■ **What you should do**: Transcribe, word for word and without additions, each line below from the one containing "Trace all roads" through the one containing "Which roads connect", both ends included.

(Records to use Opens)

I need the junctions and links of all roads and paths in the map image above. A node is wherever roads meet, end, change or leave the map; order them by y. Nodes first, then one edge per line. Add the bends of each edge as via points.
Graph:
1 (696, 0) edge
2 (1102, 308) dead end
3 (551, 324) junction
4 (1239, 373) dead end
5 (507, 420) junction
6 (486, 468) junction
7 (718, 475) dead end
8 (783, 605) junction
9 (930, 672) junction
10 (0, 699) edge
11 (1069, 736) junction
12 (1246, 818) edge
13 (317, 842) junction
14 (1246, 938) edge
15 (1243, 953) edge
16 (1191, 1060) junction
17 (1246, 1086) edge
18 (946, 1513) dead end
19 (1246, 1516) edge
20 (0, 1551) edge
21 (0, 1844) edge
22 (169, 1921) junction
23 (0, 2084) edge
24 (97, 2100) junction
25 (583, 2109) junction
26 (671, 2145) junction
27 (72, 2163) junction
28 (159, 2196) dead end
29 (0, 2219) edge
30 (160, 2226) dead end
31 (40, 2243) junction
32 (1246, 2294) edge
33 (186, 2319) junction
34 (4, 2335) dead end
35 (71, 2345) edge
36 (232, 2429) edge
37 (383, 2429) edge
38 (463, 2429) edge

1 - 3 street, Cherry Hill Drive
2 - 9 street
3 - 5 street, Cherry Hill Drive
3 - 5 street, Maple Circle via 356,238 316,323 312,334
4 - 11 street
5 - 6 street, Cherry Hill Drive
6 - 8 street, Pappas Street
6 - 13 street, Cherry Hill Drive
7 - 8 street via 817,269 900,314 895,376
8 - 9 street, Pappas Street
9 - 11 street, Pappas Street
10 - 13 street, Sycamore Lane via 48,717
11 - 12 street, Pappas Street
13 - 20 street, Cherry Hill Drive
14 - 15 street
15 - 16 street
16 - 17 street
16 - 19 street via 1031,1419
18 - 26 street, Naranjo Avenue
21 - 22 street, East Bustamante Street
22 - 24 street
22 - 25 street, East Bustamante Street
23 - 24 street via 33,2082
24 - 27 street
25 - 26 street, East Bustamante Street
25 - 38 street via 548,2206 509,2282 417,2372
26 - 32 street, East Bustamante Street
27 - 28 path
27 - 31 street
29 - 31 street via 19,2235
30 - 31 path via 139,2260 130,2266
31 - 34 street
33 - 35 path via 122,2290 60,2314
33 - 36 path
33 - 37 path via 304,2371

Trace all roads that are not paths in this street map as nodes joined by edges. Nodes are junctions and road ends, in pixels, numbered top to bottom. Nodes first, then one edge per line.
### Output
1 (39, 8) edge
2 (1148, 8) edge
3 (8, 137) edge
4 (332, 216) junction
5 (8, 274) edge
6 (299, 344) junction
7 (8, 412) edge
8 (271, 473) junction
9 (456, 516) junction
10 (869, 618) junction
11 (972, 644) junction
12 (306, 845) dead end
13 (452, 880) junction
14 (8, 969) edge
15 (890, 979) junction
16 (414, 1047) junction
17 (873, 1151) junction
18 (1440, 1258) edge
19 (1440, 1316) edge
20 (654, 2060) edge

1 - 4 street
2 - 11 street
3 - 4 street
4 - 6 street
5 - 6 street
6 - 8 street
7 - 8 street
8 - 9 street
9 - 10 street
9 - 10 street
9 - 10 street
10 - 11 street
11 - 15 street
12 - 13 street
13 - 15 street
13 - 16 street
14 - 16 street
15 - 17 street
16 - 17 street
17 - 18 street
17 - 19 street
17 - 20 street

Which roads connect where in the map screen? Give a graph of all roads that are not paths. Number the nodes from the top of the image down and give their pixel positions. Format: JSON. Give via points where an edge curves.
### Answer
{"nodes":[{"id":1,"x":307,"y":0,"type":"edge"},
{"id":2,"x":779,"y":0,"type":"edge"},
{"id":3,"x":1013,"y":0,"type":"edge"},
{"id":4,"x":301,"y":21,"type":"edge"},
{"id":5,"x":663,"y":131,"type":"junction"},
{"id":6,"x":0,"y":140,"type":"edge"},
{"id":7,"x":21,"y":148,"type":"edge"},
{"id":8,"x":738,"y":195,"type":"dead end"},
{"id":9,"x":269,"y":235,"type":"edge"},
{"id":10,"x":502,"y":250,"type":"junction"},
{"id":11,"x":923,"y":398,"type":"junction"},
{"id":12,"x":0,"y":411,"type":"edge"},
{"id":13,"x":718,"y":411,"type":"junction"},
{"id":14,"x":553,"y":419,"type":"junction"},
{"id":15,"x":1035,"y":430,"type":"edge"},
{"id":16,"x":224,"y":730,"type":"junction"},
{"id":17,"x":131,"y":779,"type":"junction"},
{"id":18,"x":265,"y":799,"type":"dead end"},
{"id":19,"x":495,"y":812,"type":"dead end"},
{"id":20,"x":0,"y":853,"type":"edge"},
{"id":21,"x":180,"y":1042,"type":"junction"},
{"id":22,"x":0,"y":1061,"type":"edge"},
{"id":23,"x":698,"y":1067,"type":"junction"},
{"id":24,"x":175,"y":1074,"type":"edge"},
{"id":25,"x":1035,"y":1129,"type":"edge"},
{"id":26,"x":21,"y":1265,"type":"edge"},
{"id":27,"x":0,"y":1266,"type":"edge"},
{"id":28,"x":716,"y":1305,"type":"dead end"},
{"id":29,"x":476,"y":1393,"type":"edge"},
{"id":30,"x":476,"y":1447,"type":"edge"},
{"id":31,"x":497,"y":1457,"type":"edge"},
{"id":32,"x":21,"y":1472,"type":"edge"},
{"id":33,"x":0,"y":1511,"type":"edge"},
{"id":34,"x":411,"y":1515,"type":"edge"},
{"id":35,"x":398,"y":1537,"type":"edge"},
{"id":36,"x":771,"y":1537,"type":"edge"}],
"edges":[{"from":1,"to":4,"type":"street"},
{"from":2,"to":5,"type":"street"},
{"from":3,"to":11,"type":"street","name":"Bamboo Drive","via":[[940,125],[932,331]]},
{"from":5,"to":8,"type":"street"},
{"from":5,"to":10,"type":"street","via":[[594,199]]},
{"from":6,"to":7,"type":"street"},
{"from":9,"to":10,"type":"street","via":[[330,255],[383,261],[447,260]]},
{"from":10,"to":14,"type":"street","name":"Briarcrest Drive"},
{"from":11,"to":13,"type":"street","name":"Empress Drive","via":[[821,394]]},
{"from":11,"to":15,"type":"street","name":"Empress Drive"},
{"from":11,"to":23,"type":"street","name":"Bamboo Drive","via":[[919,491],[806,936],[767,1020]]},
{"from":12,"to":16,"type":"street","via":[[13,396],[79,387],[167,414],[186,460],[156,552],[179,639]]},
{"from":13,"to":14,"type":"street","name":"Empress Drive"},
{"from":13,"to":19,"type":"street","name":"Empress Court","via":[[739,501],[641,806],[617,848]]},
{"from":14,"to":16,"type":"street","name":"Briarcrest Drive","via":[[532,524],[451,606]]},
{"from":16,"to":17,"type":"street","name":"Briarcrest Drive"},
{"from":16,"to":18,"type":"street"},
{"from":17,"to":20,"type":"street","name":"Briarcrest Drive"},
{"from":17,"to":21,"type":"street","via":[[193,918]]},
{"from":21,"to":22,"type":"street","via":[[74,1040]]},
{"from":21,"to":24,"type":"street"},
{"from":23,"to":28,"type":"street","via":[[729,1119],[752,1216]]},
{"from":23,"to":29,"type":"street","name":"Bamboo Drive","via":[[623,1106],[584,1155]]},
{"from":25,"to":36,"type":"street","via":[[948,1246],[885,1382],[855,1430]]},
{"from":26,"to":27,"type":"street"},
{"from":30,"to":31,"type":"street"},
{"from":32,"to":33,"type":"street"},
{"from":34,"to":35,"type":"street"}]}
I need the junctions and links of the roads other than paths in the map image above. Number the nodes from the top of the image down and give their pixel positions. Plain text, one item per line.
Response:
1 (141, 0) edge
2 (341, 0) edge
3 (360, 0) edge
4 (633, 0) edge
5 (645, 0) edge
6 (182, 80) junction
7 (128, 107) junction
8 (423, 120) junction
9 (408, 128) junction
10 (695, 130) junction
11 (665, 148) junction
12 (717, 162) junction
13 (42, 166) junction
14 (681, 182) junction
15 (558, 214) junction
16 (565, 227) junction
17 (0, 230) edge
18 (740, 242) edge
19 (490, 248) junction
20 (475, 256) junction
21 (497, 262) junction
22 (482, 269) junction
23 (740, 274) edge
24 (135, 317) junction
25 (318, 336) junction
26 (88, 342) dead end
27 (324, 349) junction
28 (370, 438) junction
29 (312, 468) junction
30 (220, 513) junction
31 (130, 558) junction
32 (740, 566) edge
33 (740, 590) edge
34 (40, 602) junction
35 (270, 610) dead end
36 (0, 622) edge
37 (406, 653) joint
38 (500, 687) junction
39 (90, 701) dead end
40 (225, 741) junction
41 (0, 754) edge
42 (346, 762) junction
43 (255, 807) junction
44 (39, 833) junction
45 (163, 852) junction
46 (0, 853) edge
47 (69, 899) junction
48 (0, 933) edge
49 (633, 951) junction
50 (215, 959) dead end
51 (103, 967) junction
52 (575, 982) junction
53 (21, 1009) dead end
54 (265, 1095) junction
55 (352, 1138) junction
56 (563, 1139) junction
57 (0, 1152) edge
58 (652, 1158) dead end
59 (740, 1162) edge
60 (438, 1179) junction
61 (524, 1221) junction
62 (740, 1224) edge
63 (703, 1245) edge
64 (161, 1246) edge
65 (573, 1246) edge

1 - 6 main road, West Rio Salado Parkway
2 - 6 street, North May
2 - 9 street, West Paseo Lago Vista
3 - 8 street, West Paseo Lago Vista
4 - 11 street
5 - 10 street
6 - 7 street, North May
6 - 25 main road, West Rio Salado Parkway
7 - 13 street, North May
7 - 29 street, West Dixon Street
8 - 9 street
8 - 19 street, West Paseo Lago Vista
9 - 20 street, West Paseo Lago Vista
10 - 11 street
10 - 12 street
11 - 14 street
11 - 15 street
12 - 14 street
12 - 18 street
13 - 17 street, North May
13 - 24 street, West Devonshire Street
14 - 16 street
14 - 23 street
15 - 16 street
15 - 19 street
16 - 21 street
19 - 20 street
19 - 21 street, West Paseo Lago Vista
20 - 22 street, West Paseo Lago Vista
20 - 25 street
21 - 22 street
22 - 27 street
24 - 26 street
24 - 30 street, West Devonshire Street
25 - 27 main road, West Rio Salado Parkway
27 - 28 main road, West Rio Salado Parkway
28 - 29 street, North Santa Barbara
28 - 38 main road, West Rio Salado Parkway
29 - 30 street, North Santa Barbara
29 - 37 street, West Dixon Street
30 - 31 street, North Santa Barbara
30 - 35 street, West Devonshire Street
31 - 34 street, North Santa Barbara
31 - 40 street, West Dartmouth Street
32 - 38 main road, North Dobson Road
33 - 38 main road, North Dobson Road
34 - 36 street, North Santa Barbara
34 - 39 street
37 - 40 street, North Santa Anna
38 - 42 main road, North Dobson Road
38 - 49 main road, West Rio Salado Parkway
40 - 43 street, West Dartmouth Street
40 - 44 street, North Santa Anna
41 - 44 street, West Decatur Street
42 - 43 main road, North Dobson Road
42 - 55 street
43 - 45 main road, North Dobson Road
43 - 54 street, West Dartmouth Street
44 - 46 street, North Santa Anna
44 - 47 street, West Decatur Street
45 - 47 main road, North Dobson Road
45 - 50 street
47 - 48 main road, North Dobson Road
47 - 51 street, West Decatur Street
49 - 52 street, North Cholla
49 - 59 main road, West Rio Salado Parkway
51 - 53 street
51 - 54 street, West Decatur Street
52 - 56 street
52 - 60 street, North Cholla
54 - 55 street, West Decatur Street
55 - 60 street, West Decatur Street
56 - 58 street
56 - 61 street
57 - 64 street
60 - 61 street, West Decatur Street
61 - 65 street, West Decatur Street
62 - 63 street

(Records to use Closes)

■ **Written solution**:
Trace all roads that are not paths in this street map as nodes joined by edges. Nodes are junctions and road ends, in pixels, numbered top to bottom. Nodes first, then one edge per line.
### Output
1 (39, 8) edge
2 (1148, 8) edge
3 (8, 137) edge
4 (332, 216) junction
5 (8, 274) edge
6 (299, 344) junction
7 (8, 412) edge
8 (271, 473) junction
9 (456, 516) junction
10 (869, 618) junction
11 (972, 644) junction
12 (306, 845) dead end
13 (452, 880) junction
14 (8, 969) edge
15 (890, 979) junction
16 (414, 1047) junction
17 (873, 1151) junction
18 (1440, 1258) edge
19 (1440, 1316) edge
20 (654, 2060) edge

1 - 4 street
2 - 11 street
3 - 4 street
4 - 6 street
5 - 6 street
6 - 8 street
7 - 8 street
8 - 9 street
9 - 10 street
9 - 10 street
9 - 10 street
10 - 11 street
11 - 15 street
12 - 13 street
13 - 15 street
13 - 16 street
14 - 16 street
15 - 17 street
16 - 17 street
17 - 18 street
17 - 19 street
17 - 20 street

Which roads connect where in the map screen? Give a graph of all roads that are not paths. Number the nodes from the top of the image down and give their pixel positions. Format: JSON. Give via points where an edge curves.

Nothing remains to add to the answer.